Pandolfi Mealli: Sonatas Opp. 3 & 4 • Conrad

Hélène Galatea Conrad, violin; Amandine Lesne, gamba; Dana Howe, theorbo; Adrien Pièce, keyboards Gallo CD-1722

This new recording ambitiously gathers both of Pandolfi Mealli’s surviving collections, Opp. 3 and 4, into a single program—an admirable undertaking that stretches the compact disc beyond its official limit to eighty-one minutes. Unlike Gunar Letzbor’s separate releases, this one offers the full set in a single sitting, aided by generally flowing tempos.

The performers are new to me: Hélène Galatea Conrad on violin, Amandine Lesne on gamba, Dana Howe on theorbo and guitar, and Adrien Pièce at the keyboard. The recorded sound, while clear and transparent with the violin naturally forward, isn’t especially generous in warmth or spatial depth.

Little is known about Pandolfi Mealli, and his earlier opp. 1–2 collections remain elusive. We’re fortunate to have these later sets at all, since the music itself is of striking imagination. Written in the so-called fantastic style, each sonata unfolds as a chain of contrasting affects, shifting meter and tempo to dramatize the composer’s ideas. It’s a style that points toward the later multi-movement sonata. My long-time reference remains the second Manze–Egarr recording, though Daniel Sepec’s reading and the more eccentric approach of Letzbor’s Ars Antiqua Austria each reveal facets worth hearing.

These works depend on a performer’s grasp of early-Baroque ornamentation and rhetoric. In the third sonata, La Melana, Conrad’s use of the trillo—the rapid shake described by Caccini—feels slightly uncertain in execution, and later there’s a hint of wobble that may reflect an intermittent vibrato. Longer sustained tones are shaped with care, though the recording’s narrow dynamic range keeps them from blooming fully. How much of that is due to the engineering or interpretive restraint is hard to say, but it leaves the performance feeling a touch under-projected.
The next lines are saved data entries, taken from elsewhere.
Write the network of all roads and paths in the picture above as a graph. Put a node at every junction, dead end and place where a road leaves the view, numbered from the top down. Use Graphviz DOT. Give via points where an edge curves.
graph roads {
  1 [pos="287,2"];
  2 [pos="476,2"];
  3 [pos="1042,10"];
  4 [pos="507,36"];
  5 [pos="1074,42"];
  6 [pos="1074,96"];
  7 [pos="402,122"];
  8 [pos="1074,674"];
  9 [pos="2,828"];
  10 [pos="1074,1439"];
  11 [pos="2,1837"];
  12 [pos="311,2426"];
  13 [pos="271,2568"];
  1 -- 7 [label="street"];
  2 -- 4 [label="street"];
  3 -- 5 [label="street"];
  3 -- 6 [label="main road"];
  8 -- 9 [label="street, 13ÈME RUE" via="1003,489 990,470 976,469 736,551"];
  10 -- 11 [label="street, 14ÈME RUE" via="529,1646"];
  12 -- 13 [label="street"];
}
“La Castella,” from the Op. 3 set, remains a favorite of mine. Conrad’s approach here reminded me of Eva Saladin’s on Challenge Classics: elegant, poised, but somewhat contained in dynamic expression. By contrast, Alessandro Tampieri’s version with Duo Incoerente finds a livelier rhetorical profile, full of tonal color and ornament. Around 6:45, in the present recording, a small lapse in ensemble tightness momentarily distracts, and the final cadence passes without quite the radiance this music can sustain.

More distinctive results emerge in La Biancuccia from Op. 4, where the interplay between violin and harpsichord shows real alertness. Yet even here, certain harmonic turns—those delicious rising dissonances—could have been given greater rhetorical emphasis. Repicco’s performance on Ambronay, led by Kinga Ujszászi, captures that element more vividly, with sharper contrasts and a keener sense of dialogue.

Among this ensemble, Pièce’s harpsichord playing stands out for its rhythmic clarity and assured support, the meantone temperament adding welcome color. Technically, all four musicians play with refinement and poise.

What feels missing, finally, is a fully inhabited stylistic personality. Conrad clearly understands the idiom—as the opening of La Vinciolina proves—but the music never quite achieves the spoken intensity that makes the stile fantastico so compelling. It’s as if we overhear a private conversation rather than a public declamation.

Some of that restraint may be the recording’s doing; some may reflect an ensemble still finding its collective voice. Either way, this debut offers finely crafted playing and thoughtful musicianship. With time and a bit more rhetorical daring, Conrad and her colleagues could turn this admirable first step into something more vividly persuasive. Pandolfi’s music deserves—and rewards—that level of abandon.